Linearity of Expectation

Linearity of expectation is the property that the expected value of the sum of random variables is equal to the sum of their individual expected values, regardless of whether they are independent.

The expected value of a random variable is essentially a weighted average of possible outcomes. We are often interested in the expected value of a sum of random variables. For example, suppose we are playing a game in which we take the sum of the numbers rolled on two six-sided dice:

Calculating the expected value of the sum of the rolls is tedious using our basic methods. Instead, we make the following argument: "Well, the expected value for each die is $3.5$, and the two dice rolls are independent events, so the expected value for their sum should be $3.5+3.5=7$."

And this is true—these expected values add. But there’s more! The linearity property of expectation is especially powerful because it tells us that we can add expected values in this fashion even when the random variables are dependent.

Let that sink in for a moment, as it can be quite counter-intuitive! As an example, this means that the expected value for the amount of rain this weekend is precisely the expected value for the amount of rain on Saturday plus the expected value for the amount of rain on Sunday, even though we do not think that the amount of rain on Saturday is independent of the amount of rain on Sunday (for example, a very rainy Saturday increases the likelihood of a rainy Sunday).

On this page, we derive this property of expected value. We'll solve some basic problems, and then dive into the advanced techniques which allow us to solve many combinatorics problems, ranging from reasonably straight-forward to quite challenging. Finally, we’ll explore applications in other subject areas such as computer science and geometry.

Definition and Proof

First, let's clearly state the linearity property of the expected value function (usually referred to simply as "linearity of expectation"):

For random variables $X$ and $Y$ (which may be dependent),

\[E[X+Y] = E[X]+E[Y].\]

More generally, for random variables $X_1,X_2,\ldots,X_n$ and constants $c_1,c_2,\ldots,c_n,$

\[E\left[\sum_{i=1}^{n} c_i X_i\right] = \sum_{i=1}^{n} \big(c_i \cdot E\left[X_i\right]\big). \]

Hopefully, it is clear from the proof above why this property holds, regardless of whether or not the random variables are independent. This is one of the key concepts of linearity of expectation, so be sure to work through the proof again if this isn't evident.

Basic Examples

Before we jump into problem-solving techniques, let's show how to directly apply linearity of expectation. Consider the example given in the introduction: a game in which two six-sided dice are rolled. We've discussed how we were able to find the expected value of the sum as $7,$ since the expected value of each die is $3.5.$

However, remember that one of the most important distinctions of linearity of expectation is that it can be applied to dependent random variables. Let's do an example with our dice:

If the sum of the numbers rolled on the dice is $A$ and the product of the numbers rolled is $B,$ compute $E\left[A+B\right].$

You can practice directly applying linearity of expectation in the following problem:

Now that we've seen some direct applications of linearity of expectation, let's jump into some problem-solving techniques!

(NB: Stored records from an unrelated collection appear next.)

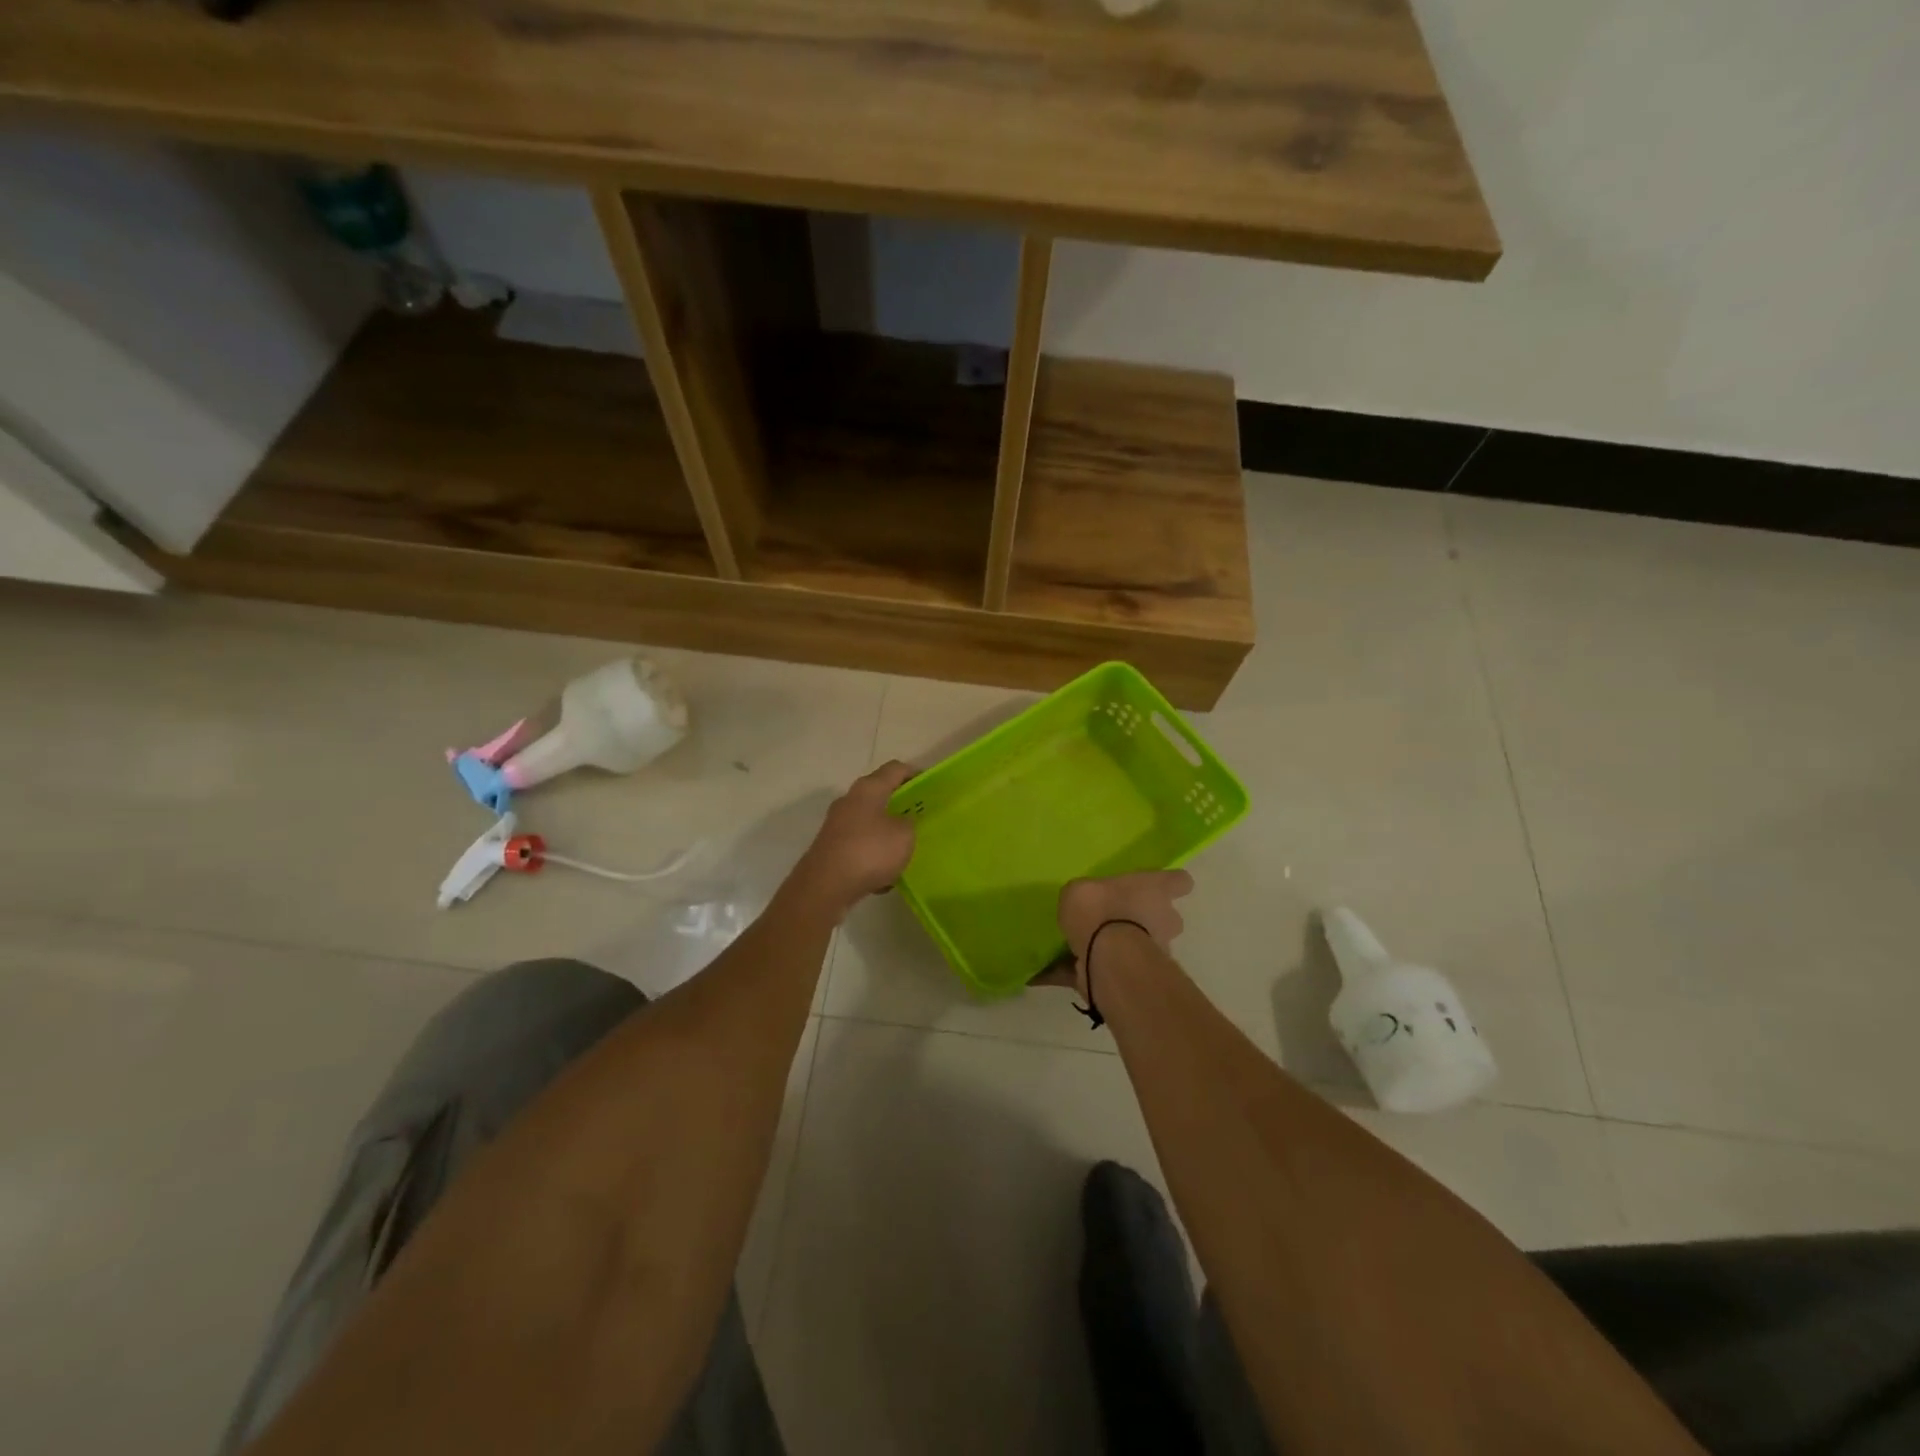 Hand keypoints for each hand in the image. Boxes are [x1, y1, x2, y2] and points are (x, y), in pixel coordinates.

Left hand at [792, 761, 917, 916]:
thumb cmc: (869, 851)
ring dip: (886, 832)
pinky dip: (872, 855)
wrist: (825, 886)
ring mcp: (836, 825)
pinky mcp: (830, 848)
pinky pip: (859, 846)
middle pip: (879, 794)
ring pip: (868, 822)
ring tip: (905, 848)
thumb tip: (902, 822)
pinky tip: (884, 875)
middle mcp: (849, 801)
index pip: (895, 769)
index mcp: (868, 789)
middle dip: (899, 804)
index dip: (914, 773)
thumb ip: (909, 823)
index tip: (929, 785)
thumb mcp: (904, 835)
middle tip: (920, 816)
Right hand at [1032, 870, 1193, 996]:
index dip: (1170, 884)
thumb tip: (1085, 903)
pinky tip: (1074, 970)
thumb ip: (1088, 896)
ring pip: (1149, 944)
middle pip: (1167, 916)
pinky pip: (1123, 969)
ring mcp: (1160, 949)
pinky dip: (1104, 970)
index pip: (1179, 881)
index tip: (1158, 887)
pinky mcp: (1145, 976)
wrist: (1106, 957)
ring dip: (1129, 946)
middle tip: (1119, 920)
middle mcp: (1166, 917)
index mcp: (1156, 888)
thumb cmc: (1100, 909)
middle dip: (1148, 920)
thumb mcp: (1079, 889)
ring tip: (1096, 948) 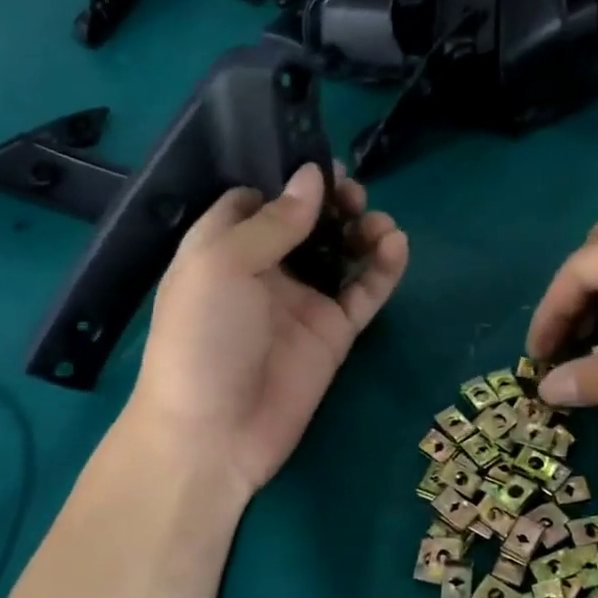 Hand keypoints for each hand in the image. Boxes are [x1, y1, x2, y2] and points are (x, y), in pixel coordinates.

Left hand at [127, 163, 408, 498]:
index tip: (319, 163)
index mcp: (224, 247)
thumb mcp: (221, 265)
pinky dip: (383, 269)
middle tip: (354, 195)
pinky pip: (365, 293)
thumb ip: (272, 222)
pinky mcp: (333, 333)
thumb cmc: (202, 338)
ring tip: (377, 222)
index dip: (287, 179)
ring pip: (341, 254)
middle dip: (333, 203)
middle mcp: (264, 270)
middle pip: (307, 223)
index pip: (257, 200)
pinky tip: (396, 245)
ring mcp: (302, 302)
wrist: (214, 433)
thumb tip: (312, 176)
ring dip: (362, 230) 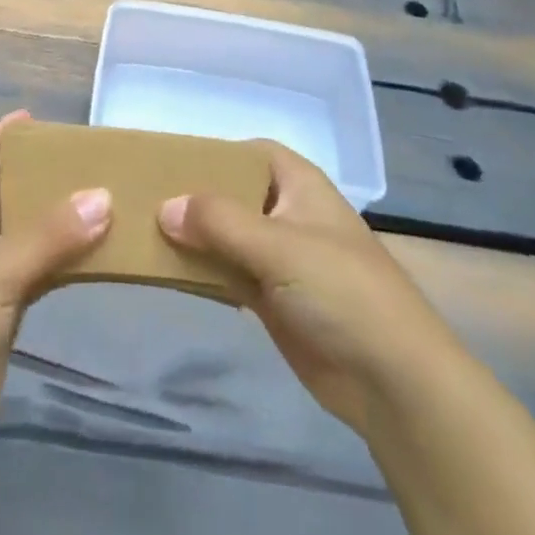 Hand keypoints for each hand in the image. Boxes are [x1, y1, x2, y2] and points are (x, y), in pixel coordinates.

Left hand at [0, 112, 112, 472]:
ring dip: (56, 223)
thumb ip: (51, 234)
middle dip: (40, 179)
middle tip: (88, 163)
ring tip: (104, 201)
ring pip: (23, 236)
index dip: (1, 135)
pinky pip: (34, 274)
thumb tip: (103, 196)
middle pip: (3, 194)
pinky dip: (61, 263)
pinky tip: (95, 255)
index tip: (38, 120)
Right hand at [160, 141, 452, 433]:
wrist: (393, 381)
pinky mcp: (272, 298)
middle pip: (233, 193)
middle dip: (194, 196)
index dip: (214, 152)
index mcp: (299, 185)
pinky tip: (167, 270)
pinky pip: (227, 273)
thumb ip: (219, 222)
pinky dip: (202, 271)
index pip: (250, 152)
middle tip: (142, 197)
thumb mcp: (279, 246)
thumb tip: (165, 207)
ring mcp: (280, 258)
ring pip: (226, 235)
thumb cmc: (342, 292)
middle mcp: (287, 214)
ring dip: (193, 236)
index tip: (169, 161)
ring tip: (141, 230) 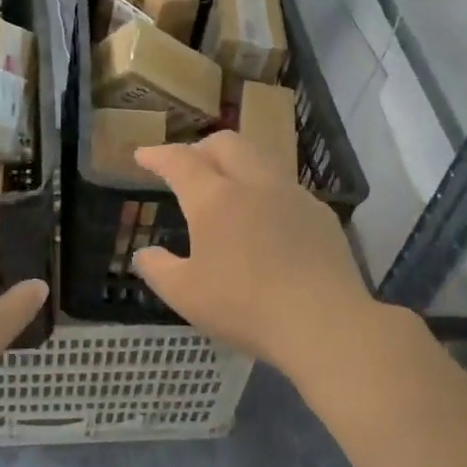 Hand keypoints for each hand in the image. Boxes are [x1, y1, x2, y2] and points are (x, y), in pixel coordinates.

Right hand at [132, 132, 377, 376]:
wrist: (324, 323)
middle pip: (225, 143)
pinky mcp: (320, 215)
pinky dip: (265, 191)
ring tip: (226, 188)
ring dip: (236, 164)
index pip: (180, 161)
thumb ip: (157, 269)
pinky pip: (286, 188)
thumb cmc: (244, 307)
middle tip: (187, 167)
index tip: (142, 156)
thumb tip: (144, 254)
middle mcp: (254, 184)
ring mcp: (293, 196)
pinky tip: (265, 221)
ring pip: (260, 159)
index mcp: (215, 198)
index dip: (158, 155)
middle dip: (200, 148)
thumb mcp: (185, 295) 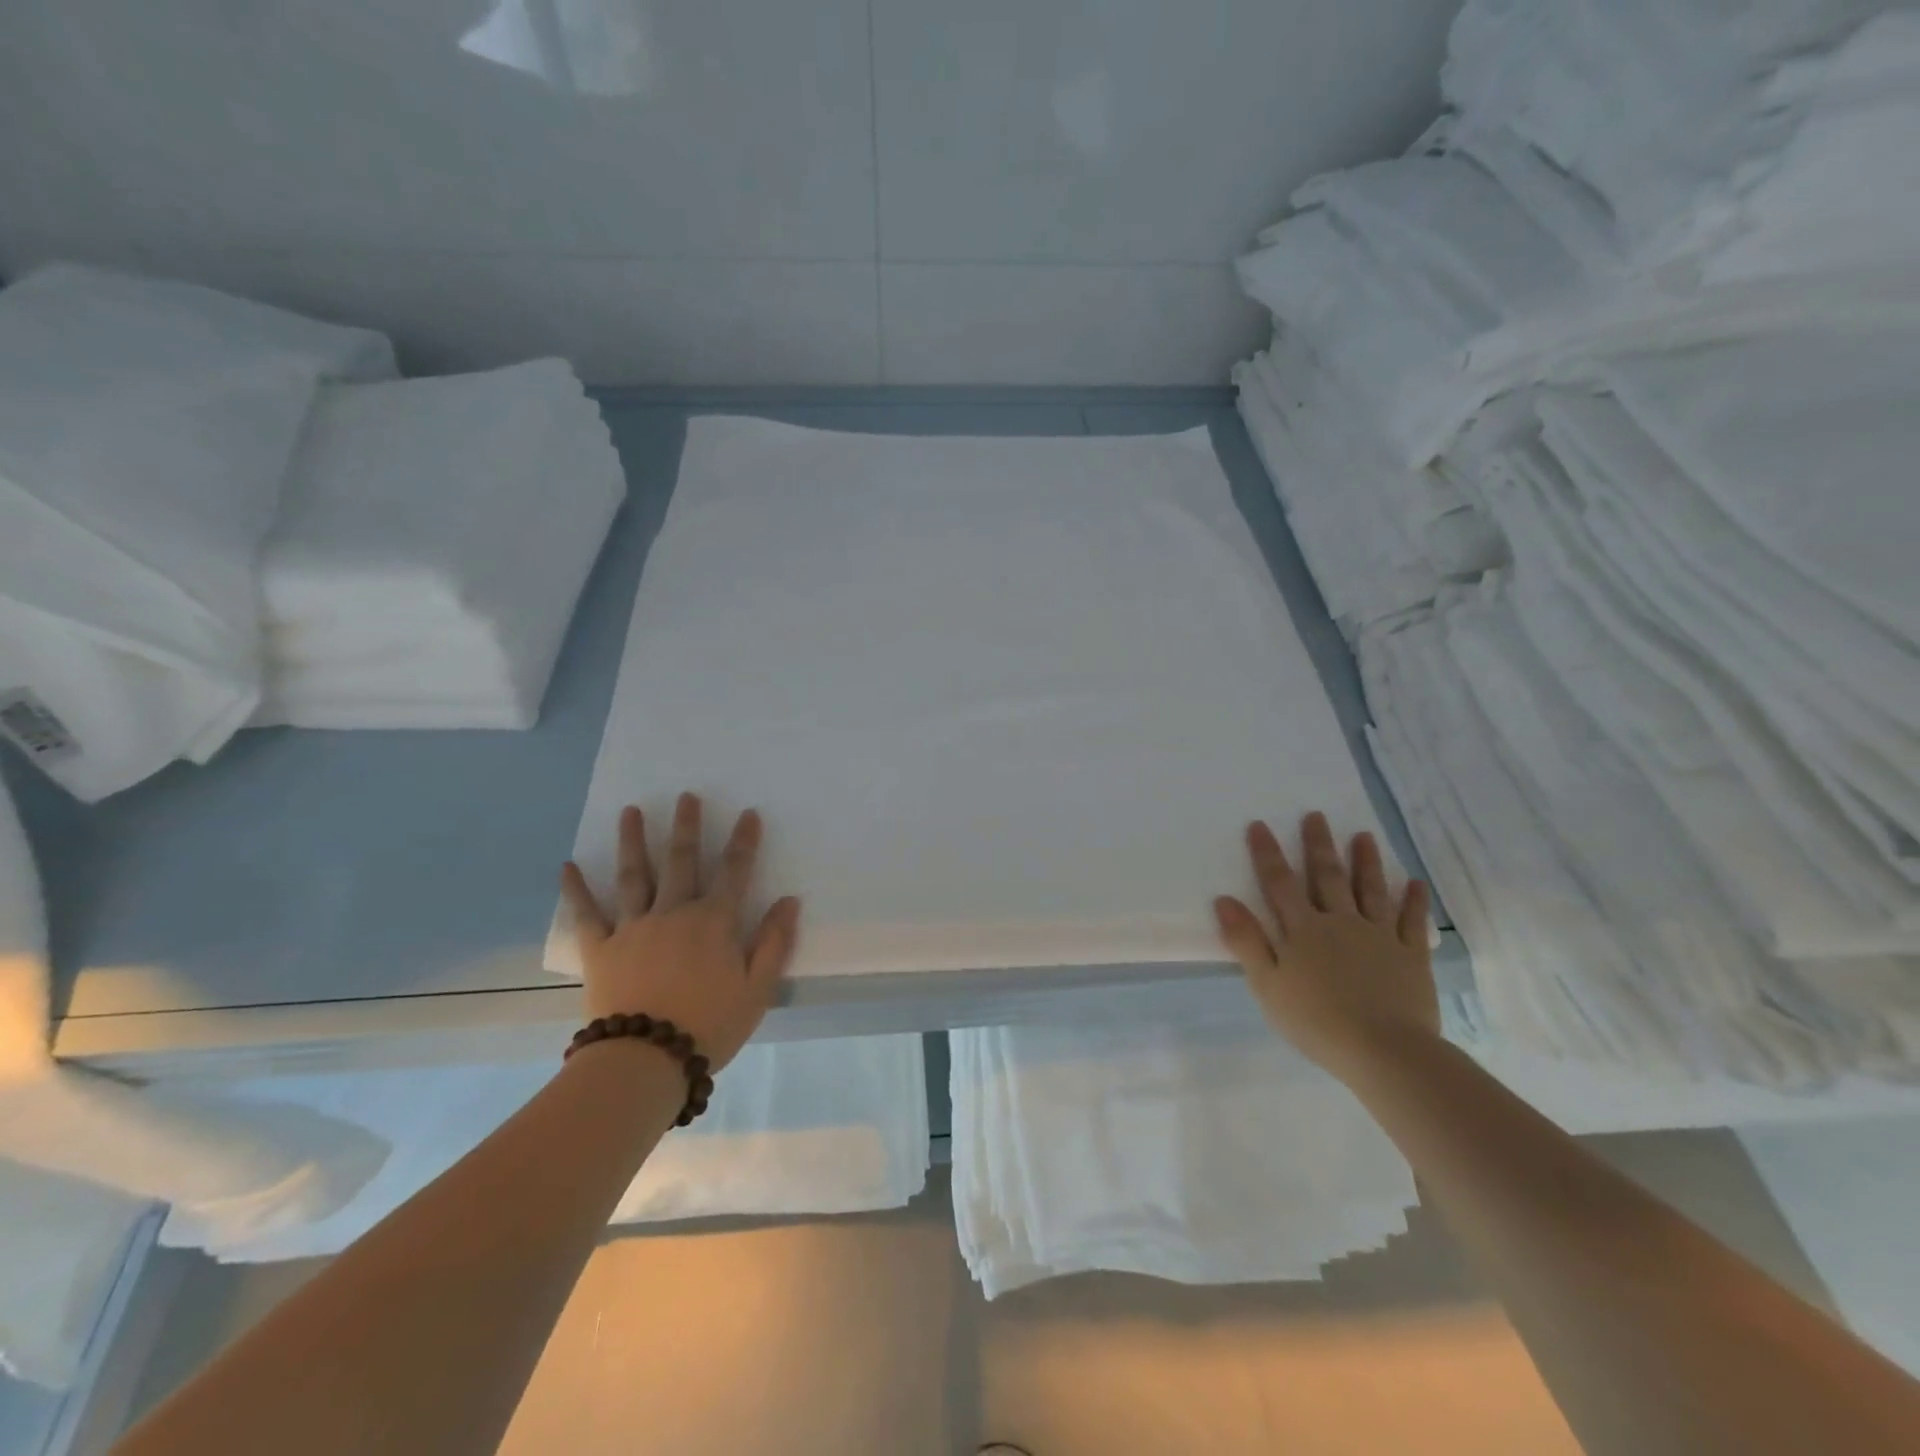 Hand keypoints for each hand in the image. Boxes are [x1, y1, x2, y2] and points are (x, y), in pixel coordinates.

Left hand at [559, 793, 799, 1071]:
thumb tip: (789, 901)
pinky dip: (576, 890)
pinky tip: (567, 866)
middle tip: (686, 795)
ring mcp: (634, 927)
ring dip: (633, 840)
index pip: (734, 872)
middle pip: (681, 861)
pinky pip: (587, 914)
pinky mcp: (601, 949)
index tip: (748, 813)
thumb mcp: (757, 989)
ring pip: (634, 875)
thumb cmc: (709, 1026)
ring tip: (631, 811)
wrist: (645, 1061)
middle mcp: (674, 913)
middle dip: (686, 826)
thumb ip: (774, 942)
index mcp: (714, 922)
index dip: (743, 841)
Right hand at [1214, 811, 1437, 1078]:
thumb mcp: (1267, 984)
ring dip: (1365, 862)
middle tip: (1317, 815)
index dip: (1268, 853)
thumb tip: (1223, 899)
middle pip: (1327, 877)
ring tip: (1364, 835)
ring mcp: (1379, 937)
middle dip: (1319, 845)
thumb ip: (1246, 941)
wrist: (1384, 1051)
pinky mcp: (1411, 956)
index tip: (1260, 824)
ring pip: (1370, 890)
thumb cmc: (1316, 1021)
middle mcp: (1340, 922)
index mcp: (1303, 930)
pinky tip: (1415, 882)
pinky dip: (1413, 901)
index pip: (1279, 883)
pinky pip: (1411, 922)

Introductory Problem-solving

Interestingly enough, one of the most common uses of linearity of expectation in problem-solving is when it can be applied to finding the expected value of a single random variable. You're probably thinking, "Wait, how can I apply a tool about sums of random variables to a single random variable?"

In situations where linearity of expectation is most useful, it is often not obvious that it should be applied. Instead, we have to use our problem-solving skills to reframe our single random variable as a sum of other random variables.

First, let's note two important signs which alert us to the fact that we may be able to apply linearity of expectation when solving a given expected value problem:

Computing the expected value as a weighted average is difficult/messy because the probability of each individual outcome is hard to calculate.

The random variable under consideration can be written as a sum of some simpler random variables.

Let’s take a look at an example:

Caroline is going to flip 10 fair coins. If she flips $n$ heads, she will be paid $$n$. What is the expected value of her payout?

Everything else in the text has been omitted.